Editor's Note: This November 2009 article by Mackinac Center President Joseph G. Lehman discusses a reference made at the time to the Overton Window by Fox Broadcasting's Glenn Beck. For the Mackinac Center's new Overton Window Web page, including an interactive tool and answers to common questions about the Window and the Mackinac Center, go to www.mackinac.org/OvertonWindow or click here.
Friday on his Fox television show, Glenn Beck described public policy changes along a spectrum from right to left, dubbing the range of current policies “the Overton Window.” He borrowed the term my colleagues and I gave to a theory of change developed by the Mackinac Center’s late vice president, Joseph Overton. When Joe died in 2003, I built a presentation around his idea, known as the Overton Window of Political Possibility, and I still use it to show how think tanks can shift public policy.
Joe shared his abstract concept with me in the mid-1990s. He observed that any collection of public policies can be arranged in order from more free to less free (or alternatively, from less government intervention to more). To avoid comparison with the left-right political spectrum, he arranged the policies from bottom (less free) to top (more free).
At any one time, a group of neighboring policies along the freedom spectrum fall into what Joe called a “window of political possibility.” Policies inside the window are politically acceptable. Policies outside the window, either higher or lower, are politically unacceptable. If you shift the position or size of the window, you change what is politically possible.
Glenn Beck said on his show that "politicians move the window," but that’s actually a rare and special case. In our understanding, politicians typically don’t determine what is politically acceptable as much as they react to it and validate it. Generally speaking, policy change follows political change, which itself follows social change. The most durable policy changes are undergirded by strong social movements.
Prohibition was a policy change driven by a social movement that did not prove strong enough to sustain the policy. Certain environmental policies that have proven durable are backed by strong social movements that favor those policies — or at least the idea they represent.

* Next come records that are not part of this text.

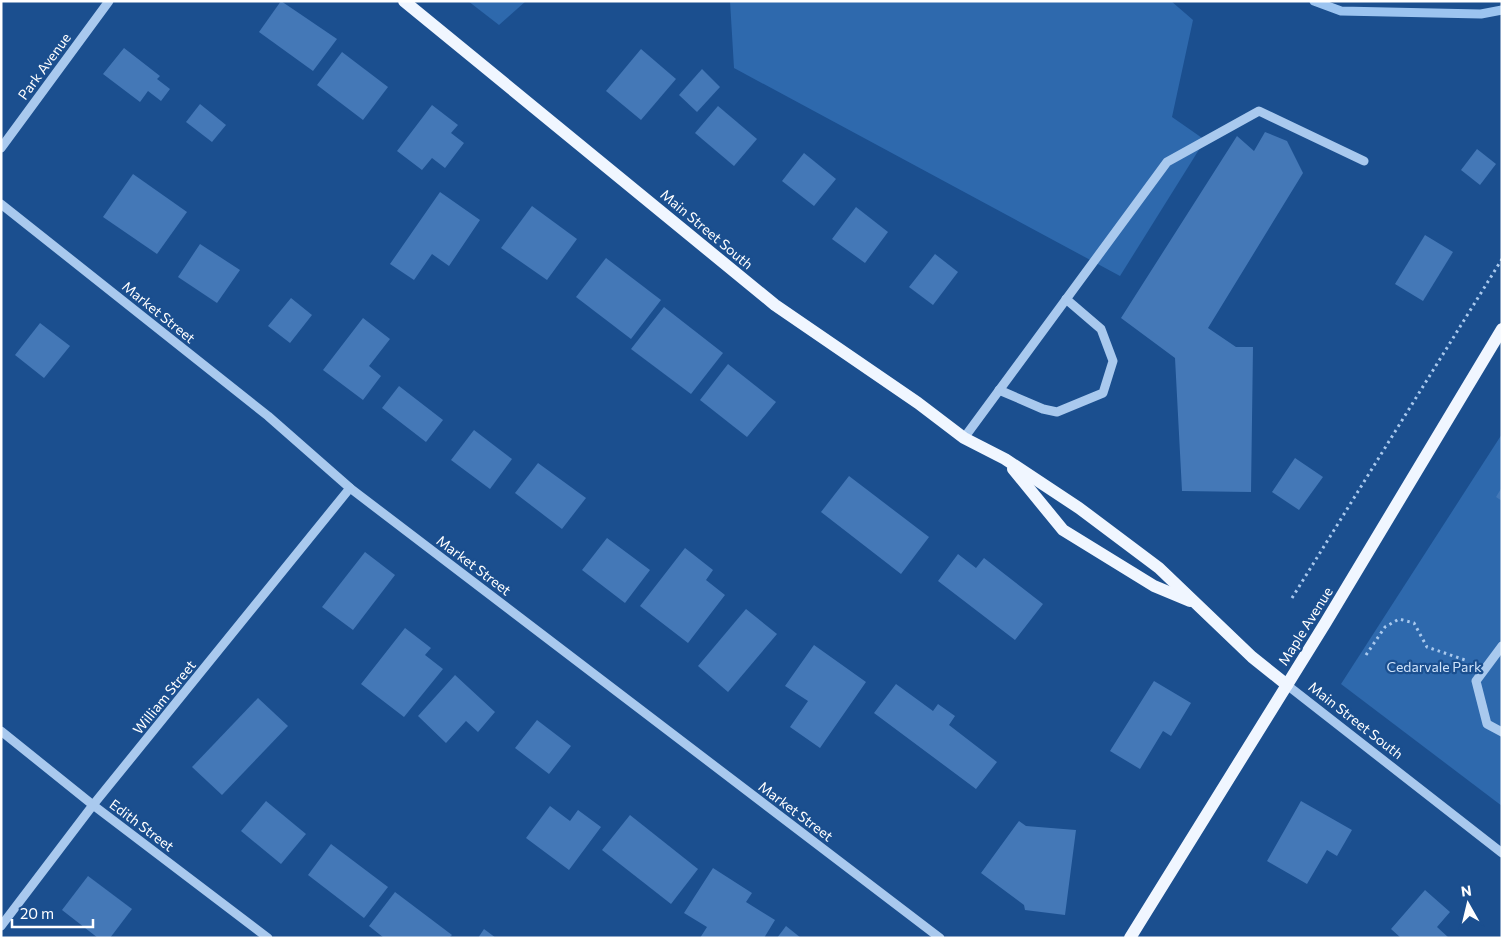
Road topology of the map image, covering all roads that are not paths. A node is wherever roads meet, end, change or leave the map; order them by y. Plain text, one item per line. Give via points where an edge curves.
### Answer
1 (109, 1) edge
2 (404, 1) edge
3 (1, 148) edge
4 (1364, 162) dead end
5 (1, 204) edge
6 (1066, 299) junction
7 (1502, 328) edge
8 (999, 390) junction
9 (964, 438) junction
10 (1005, 459) junction
11 (350, 488) junction
12 (1197, 603) junction
13 (1502, 646) edge
14 (1287, 685) junction
15 (1, 731) edge
16 (1502, 732) edge
17 (93, 805) junction
18 (1502, 853) edge
19 (1, 926) edge
20 (268, 938) edge
21 (940, 938) edge
22 (1130, 938) edge

1 - 3 street, Park Avenue
2 - 9 main road, Main Street South via 775,305 918,402
4 - 6 street via 1259,111 1167,162
5 - 11 street, Market Street via 268,416
6 - 8 street
6 - 8 street via 1101,329 1113,361 1103,392 1057,412
7 - 14 main road, Maple Avenue
8 - 9 street
9 - 10 main road, Main Street South
10 - 12 main road, Main Street South via 1116,535
10 - 12 main road, Main Street South via 1063,530 1154,586
11 - 17 street, William Street
11 - 21 street, Market Street
12 - 14 main road, Main Street South via 1252,657
13 - 16 street via 1476,681 1487,724
14 - 18 street, Main Street South
14 - 22 main road, Maple Avenue
15 - 17 street, Edith Street
17 - 19 street, William Street
17 - 20 street, Edith Street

When social and political forces change, the window of political possibility shifts up or down the spectrum, and it can grow narrower or wider as well. The window presents a menu of policy choices to politicians: Relatively safe choices are inside the window, and relatively risky or radical choices are outside the window.
Here is a graphic that shows how the Overton Window operates in education policy, for example.
Politicians who choose policies outside the window before it has shifted are one of two kinds — true leaders who have the rare ability to shift the window by themselves, and politicians who invite very tough re-election campaigns because they are perceived as out of touch. This explains why key senators and representatives are reluctant to support a massive federal health care bill perceived as unpopular among the people. They know a vote outside the window will subject them to the political furies.
The Overton Window doesn’t describe everything, but it describes one big thing: Politicians will rarely feel free to put in place whatever policy they choose at any time they choose; rather, they will calculate that their range of choices is shaped by the ideas that drive social movements and societal sensibilities.
I’ve presented the concept of the Overton Window dozens of times to hundreds of people, mainly think tank professionals. It’s proven very useful in explaining the means by which think tanks influence policy by developing and promoting ideas. Many people in my audiences went on to blog about it. Glenn Beck’s brief treatment has now exposed the concept to a much larger audience.